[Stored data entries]
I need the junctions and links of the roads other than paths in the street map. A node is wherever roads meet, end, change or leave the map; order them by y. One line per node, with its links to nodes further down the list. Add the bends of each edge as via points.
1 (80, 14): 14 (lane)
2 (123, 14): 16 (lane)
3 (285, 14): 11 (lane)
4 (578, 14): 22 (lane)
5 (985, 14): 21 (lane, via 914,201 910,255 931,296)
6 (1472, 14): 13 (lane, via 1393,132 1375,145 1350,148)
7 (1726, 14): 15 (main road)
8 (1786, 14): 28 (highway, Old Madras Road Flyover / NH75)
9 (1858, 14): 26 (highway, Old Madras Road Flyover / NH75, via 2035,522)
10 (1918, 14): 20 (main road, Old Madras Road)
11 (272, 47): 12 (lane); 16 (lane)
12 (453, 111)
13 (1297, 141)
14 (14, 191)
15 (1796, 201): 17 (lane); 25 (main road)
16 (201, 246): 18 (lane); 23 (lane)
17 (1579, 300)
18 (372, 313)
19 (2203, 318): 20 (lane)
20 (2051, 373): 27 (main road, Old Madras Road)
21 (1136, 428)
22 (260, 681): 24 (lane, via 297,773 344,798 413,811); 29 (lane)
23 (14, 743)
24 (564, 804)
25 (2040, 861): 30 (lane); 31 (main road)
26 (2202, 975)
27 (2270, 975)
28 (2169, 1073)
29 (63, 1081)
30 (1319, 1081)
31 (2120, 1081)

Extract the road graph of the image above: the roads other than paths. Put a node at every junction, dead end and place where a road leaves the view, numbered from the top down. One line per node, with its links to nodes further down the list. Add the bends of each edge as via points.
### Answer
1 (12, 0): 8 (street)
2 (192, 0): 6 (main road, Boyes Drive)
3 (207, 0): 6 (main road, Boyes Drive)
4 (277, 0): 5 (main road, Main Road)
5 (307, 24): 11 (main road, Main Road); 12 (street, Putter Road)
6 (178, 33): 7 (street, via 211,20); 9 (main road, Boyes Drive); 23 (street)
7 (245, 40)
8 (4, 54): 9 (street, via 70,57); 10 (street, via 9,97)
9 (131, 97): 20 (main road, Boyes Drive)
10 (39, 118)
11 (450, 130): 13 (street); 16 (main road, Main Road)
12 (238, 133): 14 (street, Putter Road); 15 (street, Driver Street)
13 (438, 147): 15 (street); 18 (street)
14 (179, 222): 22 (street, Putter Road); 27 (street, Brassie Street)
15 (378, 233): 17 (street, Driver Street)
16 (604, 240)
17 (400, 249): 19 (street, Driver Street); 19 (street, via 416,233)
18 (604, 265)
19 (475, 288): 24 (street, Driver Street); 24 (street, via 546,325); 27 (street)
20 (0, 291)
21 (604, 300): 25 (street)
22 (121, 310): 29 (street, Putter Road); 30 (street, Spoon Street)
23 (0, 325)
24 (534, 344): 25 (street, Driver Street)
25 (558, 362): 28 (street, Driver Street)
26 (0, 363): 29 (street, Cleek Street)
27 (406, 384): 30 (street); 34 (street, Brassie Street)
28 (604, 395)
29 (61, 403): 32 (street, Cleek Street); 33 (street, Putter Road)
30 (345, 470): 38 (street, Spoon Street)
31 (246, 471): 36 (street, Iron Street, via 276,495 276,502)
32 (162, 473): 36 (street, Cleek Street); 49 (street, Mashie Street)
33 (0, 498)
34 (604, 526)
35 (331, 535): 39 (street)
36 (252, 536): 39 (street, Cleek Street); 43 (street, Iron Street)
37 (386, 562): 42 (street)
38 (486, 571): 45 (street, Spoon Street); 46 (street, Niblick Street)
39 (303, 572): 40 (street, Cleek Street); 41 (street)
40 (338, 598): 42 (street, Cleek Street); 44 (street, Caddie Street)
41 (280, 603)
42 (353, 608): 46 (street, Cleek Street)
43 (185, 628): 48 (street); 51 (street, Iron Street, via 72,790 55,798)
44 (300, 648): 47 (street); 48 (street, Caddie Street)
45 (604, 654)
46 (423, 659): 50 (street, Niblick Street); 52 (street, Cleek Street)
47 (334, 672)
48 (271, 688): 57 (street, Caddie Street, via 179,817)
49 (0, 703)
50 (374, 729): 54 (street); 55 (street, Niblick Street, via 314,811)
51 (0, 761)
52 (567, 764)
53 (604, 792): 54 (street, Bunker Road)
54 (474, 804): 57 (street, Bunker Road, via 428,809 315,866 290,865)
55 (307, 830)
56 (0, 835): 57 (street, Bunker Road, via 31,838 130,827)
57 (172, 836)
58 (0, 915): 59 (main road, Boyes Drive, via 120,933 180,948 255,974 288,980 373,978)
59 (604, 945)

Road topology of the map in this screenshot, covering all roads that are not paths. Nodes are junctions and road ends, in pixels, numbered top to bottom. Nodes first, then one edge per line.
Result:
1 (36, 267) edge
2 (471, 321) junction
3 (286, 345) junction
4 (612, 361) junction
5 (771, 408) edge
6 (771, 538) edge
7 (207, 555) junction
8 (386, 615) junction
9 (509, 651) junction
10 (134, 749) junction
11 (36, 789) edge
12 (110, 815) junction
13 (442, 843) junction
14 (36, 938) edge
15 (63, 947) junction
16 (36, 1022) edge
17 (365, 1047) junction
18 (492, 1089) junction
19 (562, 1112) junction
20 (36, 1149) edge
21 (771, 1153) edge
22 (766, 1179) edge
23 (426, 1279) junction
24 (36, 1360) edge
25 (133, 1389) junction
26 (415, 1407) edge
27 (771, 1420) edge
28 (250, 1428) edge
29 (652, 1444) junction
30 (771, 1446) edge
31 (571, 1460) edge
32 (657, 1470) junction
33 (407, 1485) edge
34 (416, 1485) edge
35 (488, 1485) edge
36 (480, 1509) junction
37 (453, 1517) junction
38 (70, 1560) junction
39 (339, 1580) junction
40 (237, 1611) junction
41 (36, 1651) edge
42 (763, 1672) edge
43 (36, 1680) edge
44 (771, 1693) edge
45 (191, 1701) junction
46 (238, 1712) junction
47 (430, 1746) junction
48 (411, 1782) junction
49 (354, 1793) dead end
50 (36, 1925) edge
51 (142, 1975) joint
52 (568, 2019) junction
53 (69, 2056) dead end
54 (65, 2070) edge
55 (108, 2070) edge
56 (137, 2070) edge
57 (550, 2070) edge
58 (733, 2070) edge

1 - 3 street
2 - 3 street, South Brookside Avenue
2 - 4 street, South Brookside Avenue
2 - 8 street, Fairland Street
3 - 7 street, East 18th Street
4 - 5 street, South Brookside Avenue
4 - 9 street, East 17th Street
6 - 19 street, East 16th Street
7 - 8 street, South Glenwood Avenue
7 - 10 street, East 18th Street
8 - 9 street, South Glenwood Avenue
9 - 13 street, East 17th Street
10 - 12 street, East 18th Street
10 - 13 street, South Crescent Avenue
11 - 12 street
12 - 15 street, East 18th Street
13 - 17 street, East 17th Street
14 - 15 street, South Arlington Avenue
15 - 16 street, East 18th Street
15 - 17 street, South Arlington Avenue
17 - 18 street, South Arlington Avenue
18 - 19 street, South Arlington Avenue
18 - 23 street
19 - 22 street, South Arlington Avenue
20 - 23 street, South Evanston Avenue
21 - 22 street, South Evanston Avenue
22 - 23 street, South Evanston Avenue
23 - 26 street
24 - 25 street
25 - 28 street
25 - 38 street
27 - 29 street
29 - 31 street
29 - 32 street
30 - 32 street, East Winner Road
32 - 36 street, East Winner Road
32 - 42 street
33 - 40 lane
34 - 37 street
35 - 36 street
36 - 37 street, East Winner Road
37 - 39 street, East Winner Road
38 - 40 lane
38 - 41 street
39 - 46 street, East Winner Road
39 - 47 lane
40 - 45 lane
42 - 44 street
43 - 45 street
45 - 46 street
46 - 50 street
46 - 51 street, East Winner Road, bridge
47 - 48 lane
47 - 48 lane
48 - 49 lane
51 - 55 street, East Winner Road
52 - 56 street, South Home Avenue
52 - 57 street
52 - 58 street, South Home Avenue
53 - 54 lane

### Task directions
Copy each line above that has the word "Putter".

### Your solution
5 (307, 24): 11 (main road, Main Road); 12 (street, Putter Road)
12 (238, 133): 14 (street, Putter Road); 15 (street, Driver Street)
14 (179, 222): 22 (street, Putter Road); 27 (street, Brassie Street)
22 (121, 310): 29 (street, Putter Road); 30 (street, Spoon Street)
29 (61, 403): 32 (street, Cleek Street); 33 (street, Putter Road)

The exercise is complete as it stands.